Who Wrote This? The World’s Most Surprising Fiction Writers

From Book Riot:

While authors often work in different genres or mediums, sometimes moving between novels and poetry or screenwriting, the majority of fiction writers are, first and foremost, exactly that — writers. Authors can become famous in their field, but, unsurprisingly, they are usually known for their stories. However, there are several well-known figures who you may be surprised to learn have also dabbled in writing, despite becoming famous — or infamous — for very different work.

Celebrity authors have been part of the publishing world for many years, most often working with ghostwriters to produce their novels. Some, like chef and baker Nadiya Hussein, have published contemporary adult fiction, while others, such as Madonna and Tom Fletcher, have branched into children’s literature. While the rise of celebrity authors adding a published novel or two to their brand has caused controversy, in part because of the impact on traditional authors, there are some celebrity writers who are unusual even within their particular field.

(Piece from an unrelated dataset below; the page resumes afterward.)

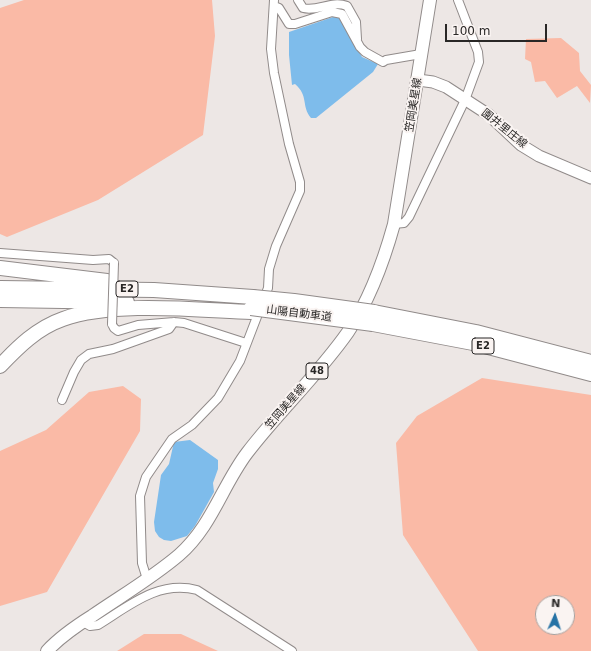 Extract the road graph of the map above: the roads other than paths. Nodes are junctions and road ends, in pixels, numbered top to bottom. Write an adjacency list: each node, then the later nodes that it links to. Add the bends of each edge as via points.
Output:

Most celebrity authors write novels that connect to the field that made them famous. Dolly Parton and James Patterson’s Run, Rose, Run is set in the world of country music, and “supervet” Noel Fitzpatrick’s Vetman is an animal-saving superhero

Hugh Laurie

One of the major criticisms of celebrity authors is that, rather than being a labour of love or a chosen career, their publishing a book seems to be part of creating a brand; a celebrity might release a book to have another product connected to their name, like a line of clothing or perfume. Even if we dismiss this view as cynical, we can see that many celebrity authors bypass the traditional hurdles of publishing by using their famous names — it’s obvious that Madonna’s manuscript wouldn’t have languished in the slush pile before being picked out by an editor ready to take a punt on this first-time author. However, actor Hugh Laurie took the hard route to publication with his satirical novel The Gun Seller. He submitted the manuscript under a pseudonym, and didn’t reveal his true identity until it had been accepted by his publishing house.